Task goal: Restate word for word each line of the data, starting at the one containing "points between nodes." and running through the last.

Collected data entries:

____________________

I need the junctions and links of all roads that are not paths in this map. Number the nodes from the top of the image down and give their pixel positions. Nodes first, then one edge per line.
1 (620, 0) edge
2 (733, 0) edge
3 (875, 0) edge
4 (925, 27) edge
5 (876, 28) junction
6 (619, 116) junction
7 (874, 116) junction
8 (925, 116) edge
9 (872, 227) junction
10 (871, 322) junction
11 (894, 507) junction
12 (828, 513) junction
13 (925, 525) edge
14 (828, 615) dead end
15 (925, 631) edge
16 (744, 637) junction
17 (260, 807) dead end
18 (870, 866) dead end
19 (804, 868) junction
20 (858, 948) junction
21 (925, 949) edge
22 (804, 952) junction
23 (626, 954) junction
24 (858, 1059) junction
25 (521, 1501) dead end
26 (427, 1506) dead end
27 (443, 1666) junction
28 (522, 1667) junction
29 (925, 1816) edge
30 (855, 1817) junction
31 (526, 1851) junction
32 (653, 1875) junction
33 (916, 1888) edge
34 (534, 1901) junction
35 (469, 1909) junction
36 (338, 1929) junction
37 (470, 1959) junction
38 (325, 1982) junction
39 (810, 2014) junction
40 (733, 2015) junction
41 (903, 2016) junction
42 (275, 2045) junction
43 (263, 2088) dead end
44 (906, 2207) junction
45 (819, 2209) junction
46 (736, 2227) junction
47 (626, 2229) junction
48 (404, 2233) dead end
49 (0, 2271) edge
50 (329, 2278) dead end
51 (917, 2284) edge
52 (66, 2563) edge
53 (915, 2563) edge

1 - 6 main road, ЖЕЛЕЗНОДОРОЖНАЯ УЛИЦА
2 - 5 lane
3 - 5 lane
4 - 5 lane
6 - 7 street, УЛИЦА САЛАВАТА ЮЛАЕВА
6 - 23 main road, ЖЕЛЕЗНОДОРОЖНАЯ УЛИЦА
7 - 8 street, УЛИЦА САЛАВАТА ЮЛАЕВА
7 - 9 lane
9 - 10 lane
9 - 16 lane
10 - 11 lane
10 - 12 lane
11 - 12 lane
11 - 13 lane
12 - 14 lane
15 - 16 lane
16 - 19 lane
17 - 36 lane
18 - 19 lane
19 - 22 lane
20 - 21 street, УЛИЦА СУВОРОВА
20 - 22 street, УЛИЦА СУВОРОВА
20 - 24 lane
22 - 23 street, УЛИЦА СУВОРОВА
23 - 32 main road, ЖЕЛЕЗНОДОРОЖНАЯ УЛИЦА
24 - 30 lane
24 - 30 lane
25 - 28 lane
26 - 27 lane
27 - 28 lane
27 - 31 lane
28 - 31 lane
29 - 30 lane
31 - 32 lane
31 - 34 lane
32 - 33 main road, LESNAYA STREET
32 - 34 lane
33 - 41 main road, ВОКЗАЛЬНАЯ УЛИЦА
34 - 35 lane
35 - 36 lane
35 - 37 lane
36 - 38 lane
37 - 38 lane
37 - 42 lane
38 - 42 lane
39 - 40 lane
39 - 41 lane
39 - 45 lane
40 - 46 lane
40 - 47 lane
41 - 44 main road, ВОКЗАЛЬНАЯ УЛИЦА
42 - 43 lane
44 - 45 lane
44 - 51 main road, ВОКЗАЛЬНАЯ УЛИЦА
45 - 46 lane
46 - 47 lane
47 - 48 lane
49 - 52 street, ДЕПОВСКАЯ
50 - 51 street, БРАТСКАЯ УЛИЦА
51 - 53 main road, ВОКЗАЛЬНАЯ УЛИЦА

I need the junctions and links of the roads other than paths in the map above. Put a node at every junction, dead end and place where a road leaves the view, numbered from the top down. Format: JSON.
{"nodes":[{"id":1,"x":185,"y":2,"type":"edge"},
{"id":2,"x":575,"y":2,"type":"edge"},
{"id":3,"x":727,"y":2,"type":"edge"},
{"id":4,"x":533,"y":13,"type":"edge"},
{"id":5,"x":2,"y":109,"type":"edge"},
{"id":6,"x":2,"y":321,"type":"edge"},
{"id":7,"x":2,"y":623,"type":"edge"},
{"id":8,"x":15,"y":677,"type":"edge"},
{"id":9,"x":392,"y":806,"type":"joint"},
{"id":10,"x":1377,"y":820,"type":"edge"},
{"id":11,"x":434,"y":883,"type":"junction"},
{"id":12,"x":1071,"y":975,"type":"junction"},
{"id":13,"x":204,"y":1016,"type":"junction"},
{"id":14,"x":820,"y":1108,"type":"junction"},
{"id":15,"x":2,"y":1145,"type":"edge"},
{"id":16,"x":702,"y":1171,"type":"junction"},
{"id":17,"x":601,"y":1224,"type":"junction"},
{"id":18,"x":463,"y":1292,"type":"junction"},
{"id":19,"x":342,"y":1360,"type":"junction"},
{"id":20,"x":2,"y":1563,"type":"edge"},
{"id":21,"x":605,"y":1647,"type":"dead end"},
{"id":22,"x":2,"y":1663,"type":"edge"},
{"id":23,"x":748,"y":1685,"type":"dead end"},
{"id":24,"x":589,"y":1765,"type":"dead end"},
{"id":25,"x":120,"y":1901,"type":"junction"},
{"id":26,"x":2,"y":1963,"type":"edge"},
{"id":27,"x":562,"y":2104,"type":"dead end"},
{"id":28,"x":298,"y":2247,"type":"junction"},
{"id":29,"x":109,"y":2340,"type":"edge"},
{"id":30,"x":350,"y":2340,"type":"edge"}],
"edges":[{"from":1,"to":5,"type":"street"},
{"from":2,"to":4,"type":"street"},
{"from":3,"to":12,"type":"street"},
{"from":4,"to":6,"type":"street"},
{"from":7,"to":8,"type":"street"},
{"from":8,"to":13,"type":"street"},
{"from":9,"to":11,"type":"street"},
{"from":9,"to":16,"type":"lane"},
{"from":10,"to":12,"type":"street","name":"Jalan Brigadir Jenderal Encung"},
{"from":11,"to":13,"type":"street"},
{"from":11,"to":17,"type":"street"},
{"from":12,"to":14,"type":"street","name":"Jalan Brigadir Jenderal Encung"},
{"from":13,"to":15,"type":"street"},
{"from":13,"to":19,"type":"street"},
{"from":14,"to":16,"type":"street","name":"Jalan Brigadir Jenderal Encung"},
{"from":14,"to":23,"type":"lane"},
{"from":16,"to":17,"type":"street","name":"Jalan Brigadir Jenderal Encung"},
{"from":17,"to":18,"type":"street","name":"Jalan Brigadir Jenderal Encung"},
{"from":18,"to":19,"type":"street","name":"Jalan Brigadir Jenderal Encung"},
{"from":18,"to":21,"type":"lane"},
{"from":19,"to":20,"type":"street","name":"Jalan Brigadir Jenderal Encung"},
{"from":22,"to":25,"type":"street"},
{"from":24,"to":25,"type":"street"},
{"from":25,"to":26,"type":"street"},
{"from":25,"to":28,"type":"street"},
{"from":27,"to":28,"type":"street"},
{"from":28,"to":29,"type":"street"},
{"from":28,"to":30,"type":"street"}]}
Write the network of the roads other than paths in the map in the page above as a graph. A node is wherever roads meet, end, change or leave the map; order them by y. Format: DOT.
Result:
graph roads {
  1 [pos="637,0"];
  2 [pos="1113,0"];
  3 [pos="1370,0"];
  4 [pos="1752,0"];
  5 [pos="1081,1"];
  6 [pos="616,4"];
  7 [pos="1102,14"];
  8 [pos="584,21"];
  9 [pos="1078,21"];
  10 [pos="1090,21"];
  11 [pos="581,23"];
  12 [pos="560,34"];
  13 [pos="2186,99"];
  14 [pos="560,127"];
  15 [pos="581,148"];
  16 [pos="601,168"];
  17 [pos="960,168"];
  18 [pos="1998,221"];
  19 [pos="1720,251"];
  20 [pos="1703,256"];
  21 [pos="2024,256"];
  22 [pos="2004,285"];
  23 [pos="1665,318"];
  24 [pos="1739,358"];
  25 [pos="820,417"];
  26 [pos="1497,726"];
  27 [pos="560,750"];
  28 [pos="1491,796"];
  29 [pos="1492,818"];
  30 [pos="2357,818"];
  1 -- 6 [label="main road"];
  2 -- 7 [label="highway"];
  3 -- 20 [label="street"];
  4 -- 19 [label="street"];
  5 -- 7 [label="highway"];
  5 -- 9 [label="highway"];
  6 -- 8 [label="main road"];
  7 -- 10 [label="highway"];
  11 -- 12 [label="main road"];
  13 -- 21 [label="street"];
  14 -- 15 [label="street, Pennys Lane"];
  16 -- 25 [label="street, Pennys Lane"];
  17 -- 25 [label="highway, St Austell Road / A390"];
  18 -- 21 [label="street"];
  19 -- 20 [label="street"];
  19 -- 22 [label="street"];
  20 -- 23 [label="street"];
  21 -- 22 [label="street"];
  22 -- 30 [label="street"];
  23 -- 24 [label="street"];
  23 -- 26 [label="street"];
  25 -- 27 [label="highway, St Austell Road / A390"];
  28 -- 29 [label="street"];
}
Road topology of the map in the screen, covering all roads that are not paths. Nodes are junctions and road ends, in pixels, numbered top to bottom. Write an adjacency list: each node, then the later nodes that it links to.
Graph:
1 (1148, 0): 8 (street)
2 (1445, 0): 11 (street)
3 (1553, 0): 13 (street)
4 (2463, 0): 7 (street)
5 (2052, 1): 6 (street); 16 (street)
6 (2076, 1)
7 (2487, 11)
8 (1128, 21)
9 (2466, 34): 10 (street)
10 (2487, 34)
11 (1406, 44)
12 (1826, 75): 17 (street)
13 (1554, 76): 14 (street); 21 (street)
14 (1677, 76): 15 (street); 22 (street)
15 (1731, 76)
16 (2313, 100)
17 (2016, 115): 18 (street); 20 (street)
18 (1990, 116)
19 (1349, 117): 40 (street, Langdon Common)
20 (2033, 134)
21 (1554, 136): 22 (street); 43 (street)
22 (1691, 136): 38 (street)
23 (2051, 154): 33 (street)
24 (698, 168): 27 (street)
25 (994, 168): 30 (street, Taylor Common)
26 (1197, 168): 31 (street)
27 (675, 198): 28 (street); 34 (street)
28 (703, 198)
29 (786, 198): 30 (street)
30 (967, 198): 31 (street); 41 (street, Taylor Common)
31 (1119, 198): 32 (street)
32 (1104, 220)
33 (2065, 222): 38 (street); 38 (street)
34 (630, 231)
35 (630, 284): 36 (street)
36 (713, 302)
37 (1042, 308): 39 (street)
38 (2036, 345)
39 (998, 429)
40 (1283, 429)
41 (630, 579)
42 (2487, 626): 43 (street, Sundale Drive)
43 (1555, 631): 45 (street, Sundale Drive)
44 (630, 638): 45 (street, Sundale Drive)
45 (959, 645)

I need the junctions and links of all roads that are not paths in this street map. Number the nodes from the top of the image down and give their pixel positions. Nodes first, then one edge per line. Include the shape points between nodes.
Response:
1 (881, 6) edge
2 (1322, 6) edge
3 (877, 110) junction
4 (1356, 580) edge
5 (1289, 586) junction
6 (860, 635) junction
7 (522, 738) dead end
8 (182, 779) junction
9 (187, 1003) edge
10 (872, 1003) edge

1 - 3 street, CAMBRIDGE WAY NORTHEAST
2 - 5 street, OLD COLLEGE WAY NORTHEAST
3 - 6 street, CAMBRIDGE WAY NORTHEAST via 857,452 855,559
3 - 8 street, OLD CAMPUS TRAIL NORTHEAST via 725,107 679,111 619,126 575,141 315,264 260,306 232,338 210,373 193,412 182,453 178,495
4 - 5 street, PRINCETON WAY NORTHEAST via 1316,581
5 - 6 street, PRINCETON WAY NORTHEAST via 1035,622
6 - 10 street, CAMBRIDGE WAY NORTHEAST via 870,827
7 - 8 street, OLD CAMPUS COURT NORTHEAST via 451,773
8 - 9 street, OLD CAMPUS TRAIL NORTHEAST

____________________

Task response:
I need the junctions and links of all roads that are not paths in this street map. Number the nodes from the top of the image down and give their pixel positions. Nodes first, then one edge per line. Include the shape points between nodes.
Response:
1 (881, 6) edge
2 (1322, 6) edge
3 (877, 110) junction
4 (1356, 580) edge
5 (1289, 586) junction
6 (860, 635) junction
7 (522, 738) dead end
8 (182, 779) junction
9 (187, 1003) edge
10 (872, 1003) edge

1 - 3 street, CAMBRIDGE WAY NORTHEAST
2 - 5 street, OLD COLLEGE WAY NORTHEAST
3 - 6 street, CAMBRIDGE WAY NORTHEAST via 857,452 855,559
3 - 8 street, OLD CAMPUS TRAIL NORTHEAST via 725,107 679,111 619,126 575,141 315,264 260,306 232,338 210,373 193,412 182,453 178,495
4 - 5 street, PRINCETON WAY NORTHEAST via 1316,581
5 - 6 street, PRINCETON WAY NORTHEAST via 1035,622
6 - 10 street, CAMBRIDGE WAY NORTHEAST via 870,827
7 - 8 street, OLD CAMPUS COURT NORTHEAST via 451,773
8 - 9 street, OLD CAMPUS TRAIL NORTHEAST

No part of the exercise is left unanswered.